J’ai dîné avec un joli et charmant jeune homme, figure de dix-huit ans, quoiqu’il en ait vingt-huit, profil d’un ange, l’air le plus doux. C’est l’original de Lovelace ou plutôt mille fois mieux que le bavard Lovelace. Quand il entre dans un salon anglais, toutes les femmes sortent à l’instant. C’est le plus grand poète vivant, lord Byron. L’Edinburgh Review, son ennemi capital, contre lequel il a fait une satire[228], dit que, depuis Shakespeare, l’Angleterre n’a rien eu de si grand pour la peinture des passions. J’ai lu cela. Il a passé trois ans en Grèce. La Grèce est pour lui comme l’Italie pour Dominique[229]. Hors de là, il fait des vers qui, de retour en Grèce, lui semblent plats. Il y retourne.
Michel-Ange aura 180 pages de manuscrit, id est 127 pages imprimées. J’en suis à 104. Tout est copié. Je corrige, mais le mal de nerfs est venu hier; au lieu de travailler,—quatre heures sur mon lit.
Pas une note?—Cependant ne crois pas si peu utiles les notes, cela accroche les sots, les benêts, les gens qui ne comprennent pas le texte. D’autres fois la chose difficile est jetée en note. J’avais le projet de n’en point faire, j’ai vu fair island[230], Lappy, Mich., Alex., my brother-in-law[231], qui sont bien loin d’être sots, et j’ai fait les notes. Tu n’as pas d’idée combien nous sommes en arrière pour les arts et d’une présomption si comique. La présomption rend les trois quarts de nos livres ridicules à l’étranger. Si jamais tu écris, songe à lire l’Edinburgh Review, pour voir le ton des autres nations. Ce pauvre Travel! si la médecine qu’on lui donne ne le guérit pas, il est mort. On attend l’effet. (Sa femme pleure).

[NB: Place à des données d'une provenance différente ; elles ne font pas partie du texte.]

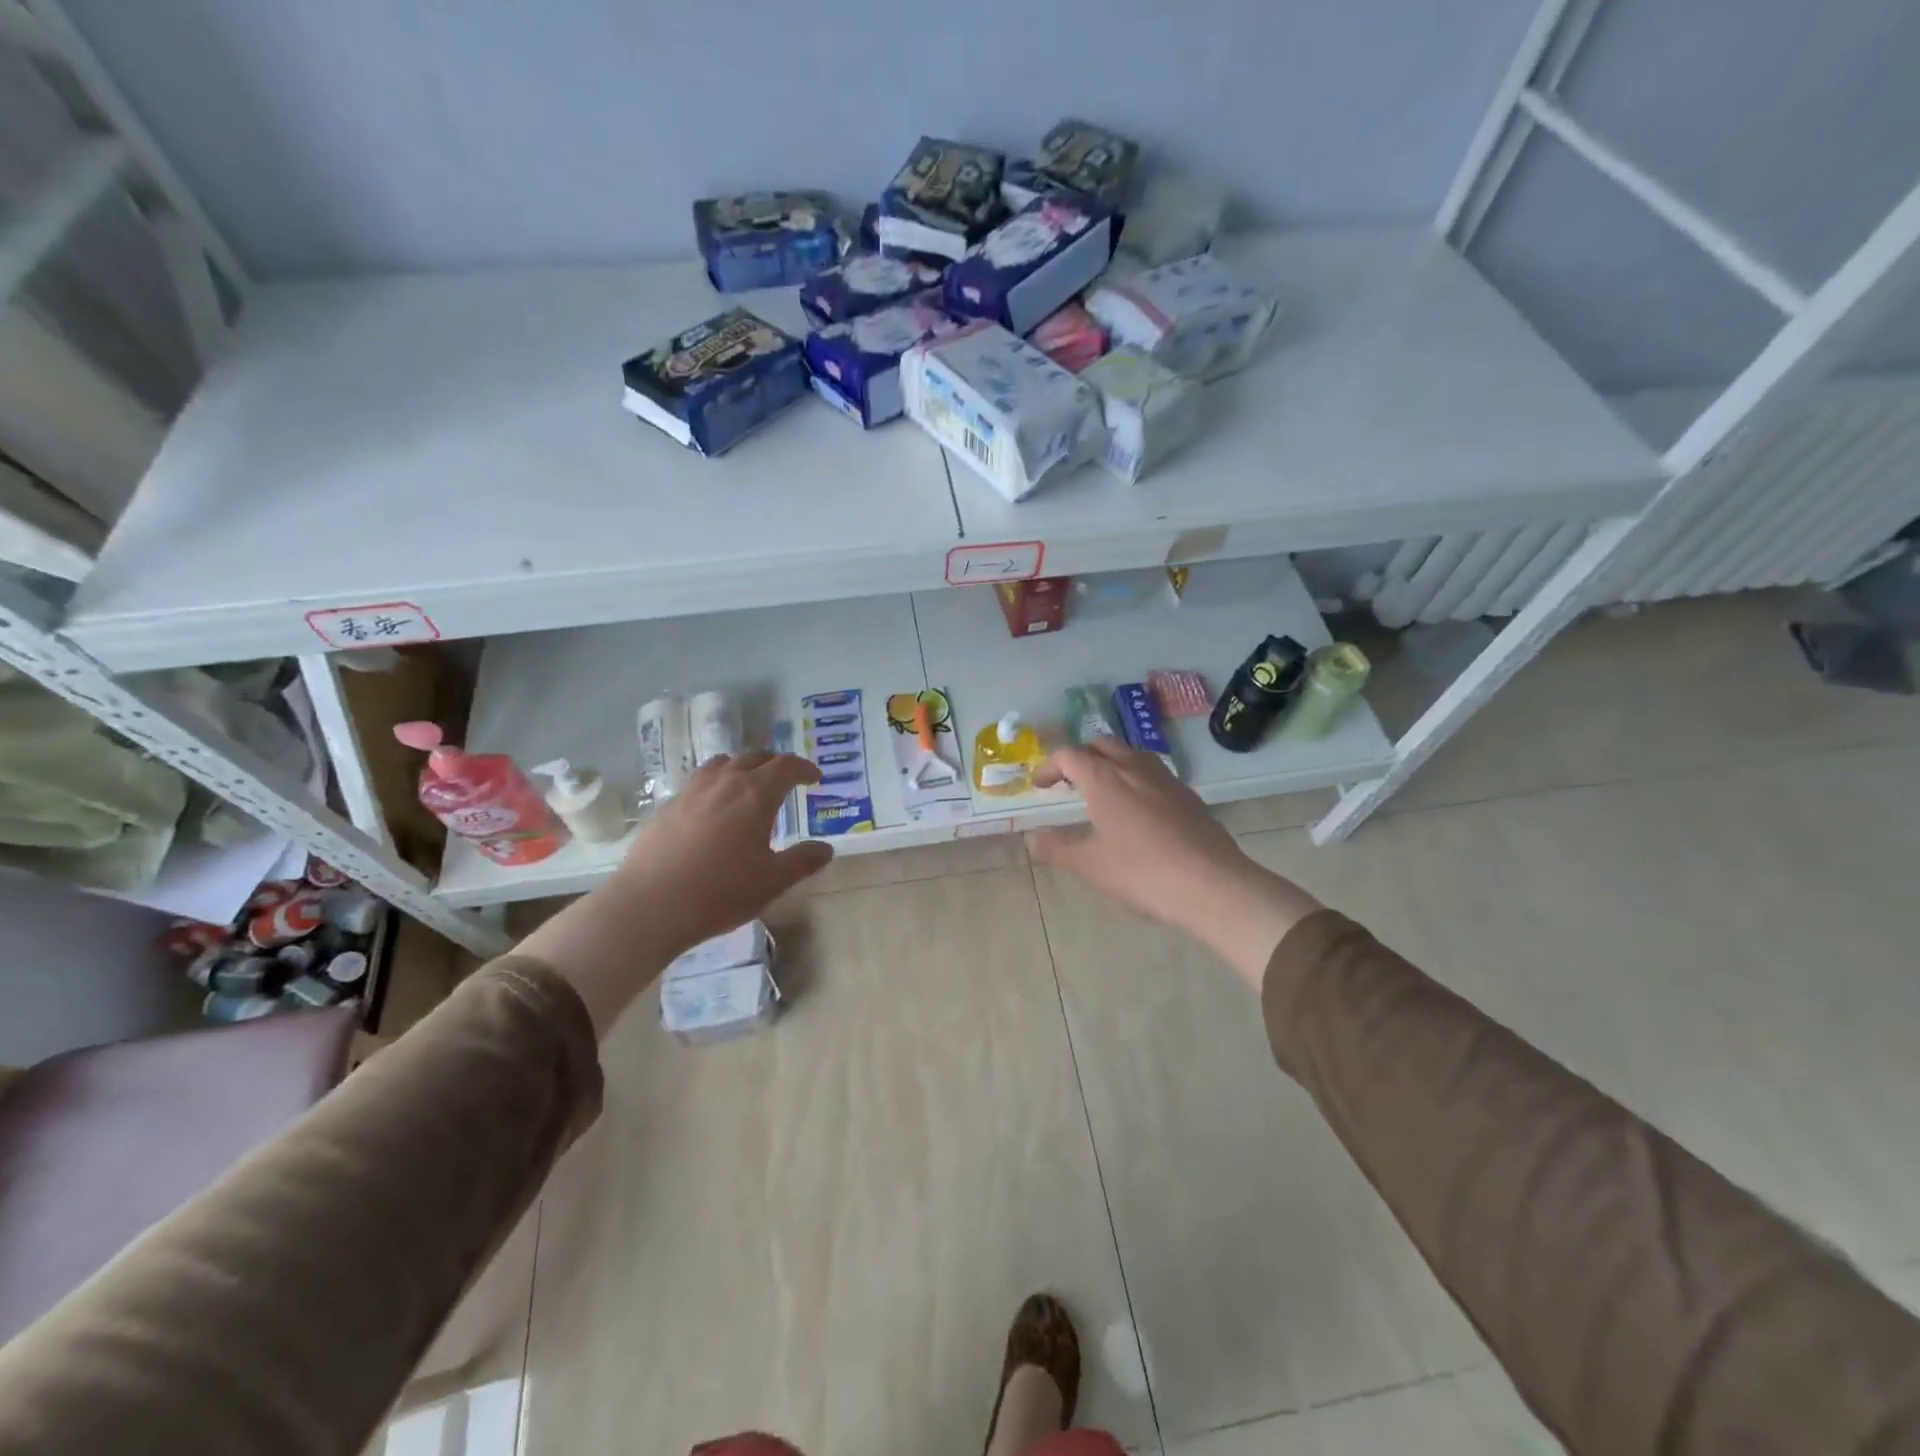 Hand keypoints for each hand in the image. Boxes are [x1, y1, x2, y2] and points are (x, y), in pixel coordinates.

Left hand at [517, 752, 830, 1036]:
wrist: (649, 906)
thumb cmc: (720, 892)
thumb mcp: (772, 881)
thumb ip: (802, 861)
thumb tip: (826, 849)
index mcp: (755, 794)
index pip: (786, 766)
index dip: (804, 768)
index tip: (815, 778)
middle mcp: (724, 783)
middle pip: (754, 757)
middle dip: (775, 764)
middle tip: (787, 779)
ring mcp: (691, 792)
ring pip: (721, 764)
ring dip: (742, 768)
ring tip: (748, 785)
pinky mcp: (666, 808)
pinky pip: (697, 783)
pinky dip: (715, 785)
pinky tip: (712, 810)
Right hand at [1029, 740, 1320, 991]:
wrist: (1212, 884)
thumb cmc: (1142, 872)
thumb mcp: (1090, 865)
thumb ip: (1057, 848)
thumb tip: (1033, 838)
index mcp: (1104, 778)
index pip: (1069, 755)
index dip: (1049, 766)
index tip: (1040, 786)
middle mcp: (1134, 767)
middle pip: (1101, 745)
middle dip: (1081, 757)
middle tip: (1069, 781)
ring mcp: (1166, 779)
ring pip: (1132, 754)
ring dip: (1111, 762)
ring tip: (1103, 790)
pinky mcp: (1188, 795)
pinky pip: (1154, 773)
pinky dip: (1136, 779)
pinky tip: (1139, 810)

Winkelmann, c’est Mlle Emilie racontant l’histoire d’Héloïse et d’Abélard.
Je ne suis pas en train de relever cet admirable ridicule. Il y aurait de la prétention. Tous les gens à sensiblerie citent Winkelmann; dans vingt ans, si l’opus réussit, on citera l’opus.

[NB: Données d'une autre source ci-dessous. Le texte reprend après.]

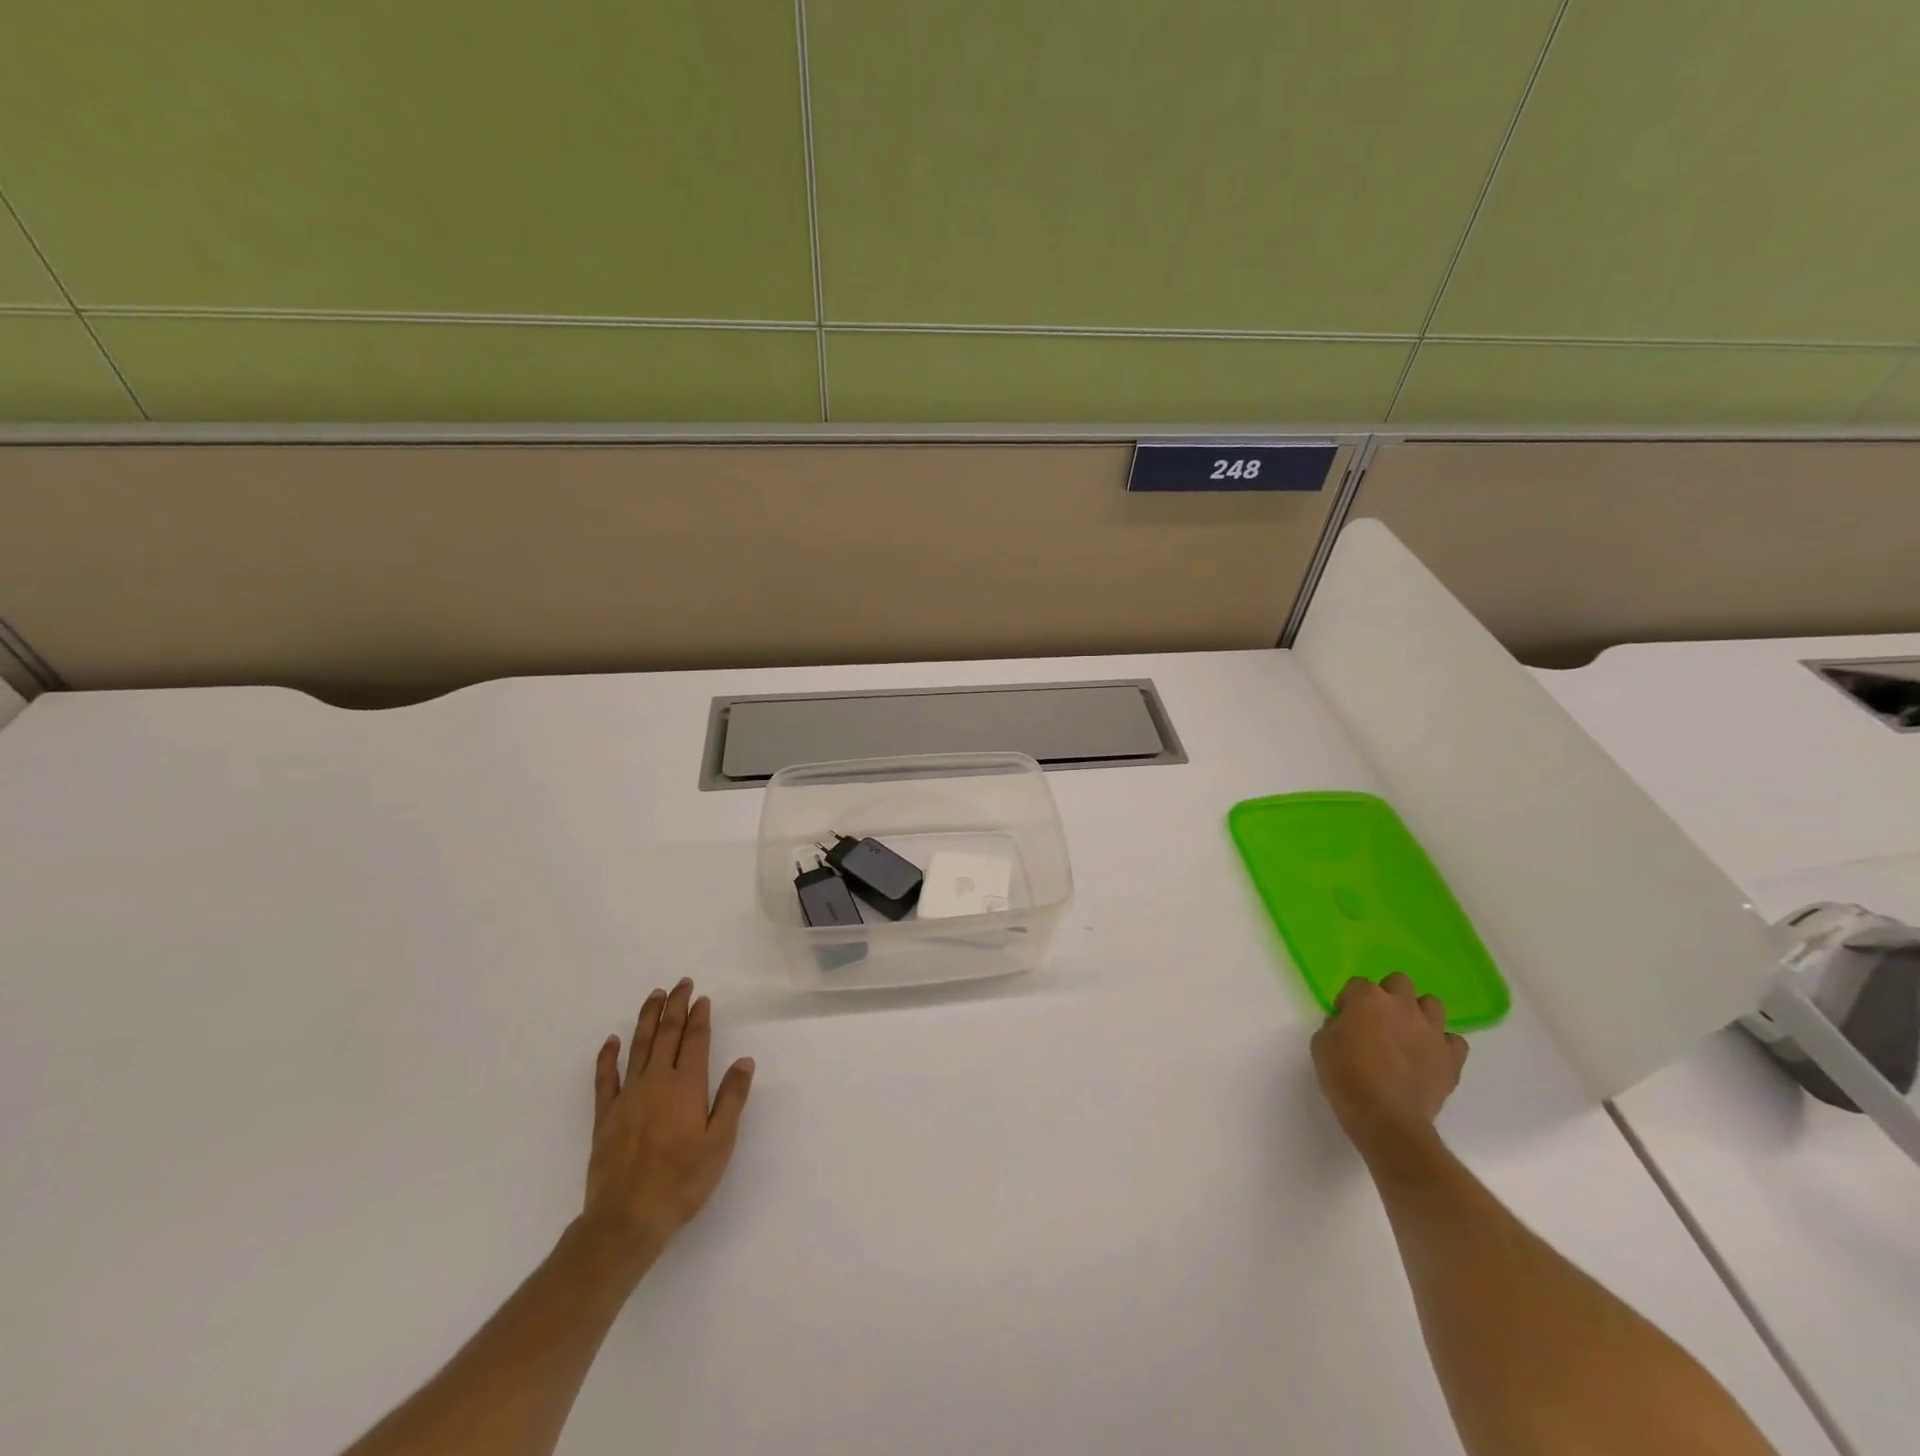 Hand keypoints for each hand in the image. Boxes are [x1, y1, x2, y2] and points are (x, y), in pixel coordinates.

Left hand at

Religion.—Pour n’être pas un enfonceur de portes ouvertes, Dominique voulait respecter la religion. Il avait déjà fait un morceau là dessus. Mais il a étudié l’histoire, il a cru que la seule législation du XVe siècle en Italie était l’Enfer et que Michel-Ange avait été forcé à être peintre juré de l’inquisition. Forcé, poussé par l’histoire (Pignatti, Machiavel, Varchi, Guichardin, etc.) il a été forcé de mal parler dans la vie de M.[232]; il a jeté au feu hier sept à huit feuilles atroces. Il craint encore que tu n’en trouves trop. Mais on ne se doute pas de cela à Paris. Il faut bien faire entrer cette idée. Au reste, la nouvelle Chambre, au moyen de deux voix et de quatre places par député, sera probablement modérée, et l’on aura en janvier d’autres chiens à fouetter. Comment rendre discrètes les shepherderies[233], et Fair island? Si tu le peux, fais-le.
Si tu trouves réellement basse, plate, la dédicace[234], pouvant faire rougir Dominique en 1826, supprime-la. Il m’a consulté, je ne la trouve pas plate. Item, primo panem, deinde philosophari. Avec 1,200 fr. par an au Cularo[235] je serai le plus malheureux des êtres, avec 4 ou 6 ici, very happy[236].
Milan, 21 octobre 1816.
Sais-tu que l’ouvrage perdra infiniment s’il n’y a pas de titre à gauche. Pour fair island, le père Martin, etc., etc., le sujet est intéressant, mais la manière fatigante, désagréable. Ils fermeront le livre; puis, poussés par la curiosité, le rouvriront et parcourront les titres à gauche. S’il en est temps encore, le moyen est bien simple, diminue de moitié les titres à gauche.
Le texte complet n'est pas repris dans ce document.